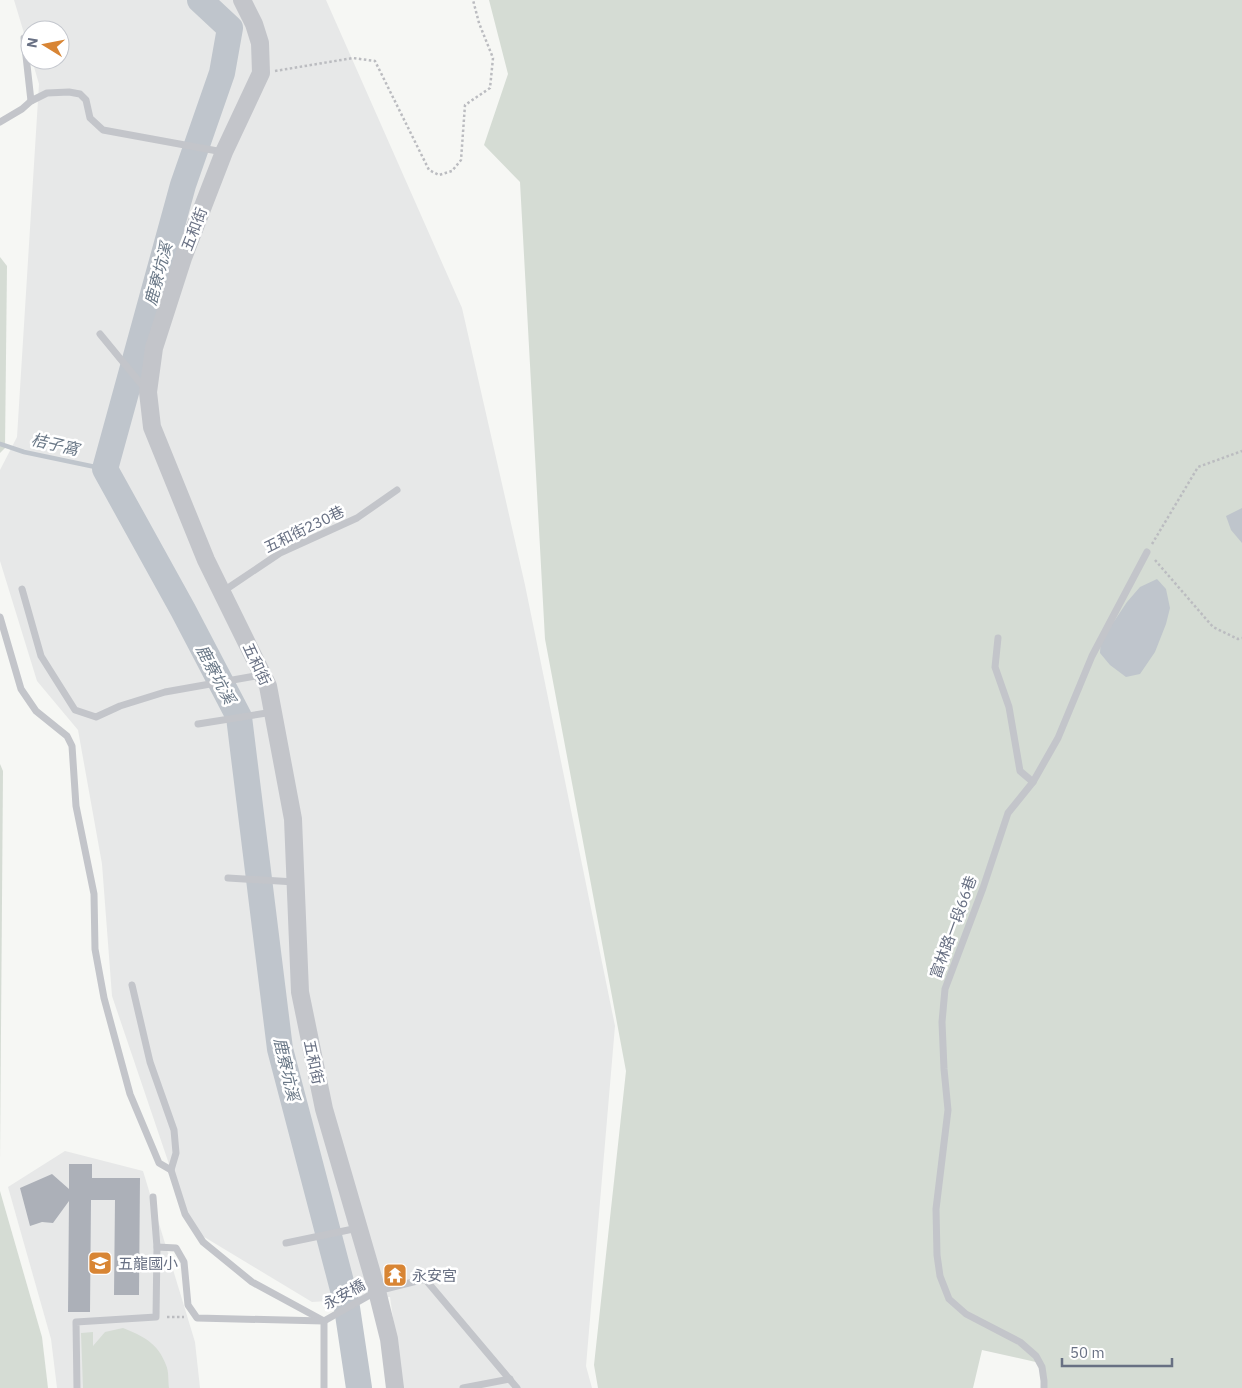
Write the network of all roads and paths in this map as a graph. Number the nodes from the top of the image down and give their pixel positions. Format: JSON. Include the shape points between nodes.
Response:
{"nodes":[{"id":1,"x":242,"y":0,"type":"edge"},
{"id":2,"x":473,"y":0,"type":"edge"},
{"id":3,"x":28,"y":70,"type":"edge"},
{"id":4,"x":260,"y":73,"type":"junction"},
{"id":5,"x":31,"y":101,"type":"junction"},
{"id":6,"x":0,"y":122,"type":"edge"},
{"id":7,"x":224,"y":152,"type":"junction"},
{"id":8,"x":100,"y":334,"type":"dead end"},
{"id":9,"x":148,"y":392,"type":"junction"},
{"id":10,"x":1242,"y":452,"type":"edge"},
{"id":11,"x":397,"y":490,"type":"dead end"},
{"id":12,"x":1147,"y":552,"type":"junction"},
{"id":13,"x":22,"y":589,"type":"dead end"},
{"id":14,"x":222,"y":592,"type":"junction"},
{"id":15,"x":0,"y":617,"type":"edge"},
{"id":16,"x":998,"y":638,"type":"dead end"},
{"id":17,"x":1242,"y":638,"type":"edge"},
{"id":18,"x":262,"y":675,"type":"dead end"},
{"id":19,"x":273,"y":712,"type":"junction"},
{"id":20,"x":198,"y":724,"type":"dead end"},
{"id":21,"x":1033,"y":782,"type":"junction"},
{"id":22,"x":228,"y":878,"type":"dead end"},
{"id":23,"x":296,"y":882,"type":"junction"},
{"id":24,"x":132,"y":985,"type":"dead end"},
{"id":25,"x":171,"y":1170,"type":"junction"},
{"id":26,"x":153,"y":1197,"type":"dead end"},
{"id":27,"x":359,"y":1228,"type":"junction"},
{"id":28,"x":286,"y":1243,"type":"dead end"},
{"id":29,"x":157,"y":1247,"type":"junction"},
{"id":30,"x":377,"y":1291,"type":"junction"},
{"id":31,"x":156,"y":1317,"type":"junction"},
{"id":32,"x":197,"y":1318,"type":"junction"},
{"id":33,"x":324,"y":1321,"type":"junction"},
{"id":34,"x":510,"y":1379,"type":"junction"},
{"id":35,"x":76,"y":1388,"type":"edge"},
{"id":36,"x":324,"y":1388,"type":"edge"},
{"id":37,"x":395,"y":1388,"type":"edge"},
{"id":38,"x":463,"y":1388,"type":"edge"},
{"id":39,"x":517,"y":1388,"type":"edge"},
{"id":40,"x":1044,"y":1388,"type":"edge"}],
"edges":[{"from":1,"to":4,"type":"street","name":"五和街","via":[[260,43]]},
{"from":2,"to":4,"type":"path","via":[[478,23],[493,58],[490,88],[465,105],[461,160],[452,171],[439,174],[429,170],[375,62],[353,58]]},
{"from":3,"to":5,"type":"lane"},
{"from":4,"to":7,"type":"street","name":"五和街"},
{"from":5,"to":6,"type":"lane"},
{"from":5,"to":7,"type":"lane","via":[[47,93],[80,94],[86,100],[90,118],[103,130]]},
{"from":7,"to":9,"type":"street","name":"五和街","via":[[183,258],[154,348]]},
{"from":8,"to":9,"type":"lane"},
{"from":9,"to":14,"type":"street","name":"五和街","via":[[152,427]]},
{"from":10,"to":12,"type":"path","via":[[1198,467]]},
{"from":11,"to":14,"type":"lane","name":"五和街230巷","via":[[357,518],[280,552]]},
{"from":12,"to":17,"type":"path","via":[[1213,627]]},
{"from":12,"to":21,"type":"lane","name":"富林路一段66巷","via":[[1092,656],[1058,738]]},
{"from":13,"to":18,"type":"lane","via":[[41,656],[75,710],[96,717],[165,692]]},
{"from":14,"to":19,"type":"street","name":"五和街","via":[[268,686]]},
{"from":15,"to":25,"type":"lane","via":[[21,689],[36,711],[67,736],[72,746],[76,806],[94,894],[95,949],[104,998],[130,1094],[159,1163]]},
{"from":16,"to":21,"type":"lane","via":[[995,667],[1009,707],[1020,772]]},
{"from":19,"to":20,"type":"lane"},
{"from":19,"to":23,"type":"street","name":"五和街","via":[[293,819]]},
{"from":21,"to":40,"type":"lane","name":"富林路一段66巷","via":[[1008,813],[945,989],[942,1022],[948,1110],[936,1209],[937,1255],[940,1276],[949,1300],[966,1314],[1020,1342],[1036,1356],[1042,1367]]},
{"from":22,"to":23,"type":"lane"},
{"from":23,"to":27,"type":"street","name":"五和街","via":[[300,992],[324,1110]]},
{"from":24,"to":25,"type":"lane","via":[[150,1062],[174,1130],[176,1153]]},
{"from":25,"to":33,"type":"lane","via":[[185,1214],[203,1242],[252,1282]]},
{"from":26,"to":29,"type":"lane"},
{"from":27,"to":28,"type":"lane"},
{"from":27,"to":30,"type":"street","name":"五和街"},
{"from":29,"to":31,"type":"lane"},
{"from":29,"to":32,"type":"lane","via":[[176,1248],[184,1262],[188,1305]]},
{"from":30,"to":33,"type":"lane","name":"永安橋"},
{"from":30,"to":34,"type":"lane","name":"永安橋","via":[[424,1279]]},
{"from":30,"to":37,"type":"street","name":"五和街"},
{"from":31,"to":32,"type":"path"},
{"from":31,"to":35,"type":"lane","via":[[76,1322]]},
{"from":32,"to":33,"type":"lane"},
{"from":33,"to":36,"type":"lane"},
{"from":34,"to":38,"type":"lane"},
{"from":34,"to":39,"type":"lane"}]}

□ □ □

ACTIVITY:
Transcribe the records above exactly, leaving every picture out of the copy.

ANSWER:
Write the network of all roads and paths in this map as a graph. Number the nodes from the top of the image down and give their pixel positions. Format: JSON. Include the shape points between nodes.
Response:
{"nodes":[{"id":1,"x":242,"y":0,"type":"edge"},
{"id":2,"x":473,"y":0,"type":"edge"},
{"id":3,"x":28,"y":70,"type":"edge"},
{"id":4,"x":260,"y":73,"type":"junction"},
{"id":5,"x":31,"y":101,"type":"junction"},
{"id":6,"x":0,"y":122,"type":"edge"},
{"id":7,"x":224,"y":152,"type":"junction"},
{"id":8,"x":100,"y":334,"type":"dead end"},
{"id":9,"x":148,"y":392,"type":"junction"},
{"id":10,"x":1242,"y":452,"type":"edge"},
{"id":11,"x":397,"y":490,"type":"dead end"},
{"id":12,"x":1147,"y":552,"type":"junction"},
{"id":13,"x":22,"y":589,"type":"dead end"},
{"id":14,"x":222,"y":592,"type":"junction"},
{"id":15,"x":0,"y":617,"type":"edge"},
{"id":16,"x":998,"y":638,"type":"dead end"},
{"id":17,"x":1242,"y":638,"type":"edge"},
{"id":18,"x":262,"y":675,"type":"dead end"},
{"id":19,"x":273,"y":712,"type":"junction"},
{"id":20,"x":198,"y":724,"type":"dead end"},
{"id":21,"x":1033,"y":782,"type":"junction"},
{"id":22,"x":228,"y":878,"type":"dead end"},
{"id":23,"x":296,"y":882,"type":"junction"},
{"id":24,"x":132,"y":985,"type":"dead end"},
{"id":25,"x":171,"y":1170,"type":"junction"},
{"id":26,"x":153,"y":1197,"type":"dead end"},
{"id":27,"x":359,"y":1228,"type":"junction"},
{"id":28,"x":286,"y":1243,"type":"dead end"},
{"id":29,"x":157,"y":1247,"type":"junction"},
{"id":30,"x":377,"y":1291,"type":"junction"},
{"id":31,"x":156,"y":1317,"type":"junction"},
{"id":32,"x":197,"y":1318,"type":"junction"},
{"id":33,"x":324,"y":1321,"type":"junction"},
{"id":34,"x":510,"y":1379,"type":"junction"},
{"id":35,"x":76,"y":1388,"type":"edge"},
{"id":36,"x":324,"y":1388,"type":"edge"},
{"id":37,"x":395,"y":1388,"type":"edge"},
{"id":38,"x":463,"y":1388,"type":"edge"},
{"id":39,"x":517,"y":1388,"type":"edge"},
{"id":40,"x":1044,"y":1388,"type":"edge"}],
"edges":[{"from":1,"to":4,"type":"street","name":"五和街","via":[[260,43]]},
{"from":2,"to":4,"type":"path","via":[[478,23],[493,58],[490,88],[465,105],[461,160],[452,171],[439,174],[429,170],[375,62],[353,58]]},
{"from":3,"to":5,"type":"lane"},
{"from":4,"to":7,"type":"street","name":"五和街"},
{"from":5,"to":6,"type":"lane"},
{"from":5,"to":7,"type":"lane","via":[[47,93],[80,94],[86,100],[90,118],[103,130]]},
{"from":7,"to":9,"type":"street","name":"五和街","via":[[183,258],[154,348]]},
{"from":8,"to":9,"type":"lane"},
{"from":9,"to":14,"type":"street","name":"五和街","via":[[152,427]]},
{"from":10,"to":12,"type":"path","via":[[1198,467]]},
{"from":11,"to":14,"type":"lane","name":"五和街230巷","via":[[357,518],[280,552]]},
{"from":12,"to":17,"type":"path","via":[[1213,627]]},
{"from":12,"to":21,"type":"lane","name":"富林路一段66巷","via":[[1092,656],[1058,738]]},
{"from":13,"to":18,"type":"lane","via":[[41,656],[75,710],[96,717],[165,692]]},
{"from":14,"to":19,"type":"street","name":"五和街","via":[[268,686]]},
{"from":15,"to":25,"type":"lane","via":[[21,689],[36,711],[67,736],[72,746],[76,806],[94,894],[95,949],[104,998],[130,1094],[159,1163]]},
{"from":16,"to":21,"type":"lane","via":[[995,667],[1009,707],[1020,772]]},
{"from":19,"to":20,"type":"lane"},
{"from":19,"to":23,"type":"street","name":"五和街","via":[[293,819]]},
{"from":21,"to":40,"type":"lane","name":"富林路一段66巷","via":[[1008,813],[945,989],[942,1022],[948,1110],[936,1209],[937,1255],[940,1276],[949,1300],[966,1314],[1020,1342],[1036,1356],[1042,1367]]},
{"from":22,"to":23,"type":"lane"},
{"from":23,"to":27,"type":"street","name":"五和街","via":[[300,992],[324,1110]]},
{"from":24,"to":25,"type":"lane","via":[[150,1062],[174,1130],[176,1153]]},
{"from":25,"to":33,"type":"lane","via":[[185,1214],[203,1242],[252,1282]]},
{"from":26,"to":29,"type":"lane"},
{"from":27,"to":28,"type":"lane"},
{"from":27,"to":30,"type":"street","name":"五和街"},
{"from":29,"to":31,"type":"lane"},
{"from":29,"to":32,"type":"lane","via":[[176,1248],[184,1262],[188,1305]]},
{"from":30,"to":33,"type":"lane","name":"永安橋"},
{"from":30,"to":34,"type":"lane","name":"永安橋","via":[[424,1279]]},
{"from":30,"to":37,"type":"street","name":"五和街"},
{"from":31,"to":32,"type":"path"},
{"from":31,"to":35,"type":"lane","via":[[76,1322]]},
{"from":32,"to":33,"type":"lane"},
{"from":33,"to":36,"type":"lane"},
{"from":34,"to":38,"type":"lane"},
{"from":34,"to":39,"type":"lane"}]}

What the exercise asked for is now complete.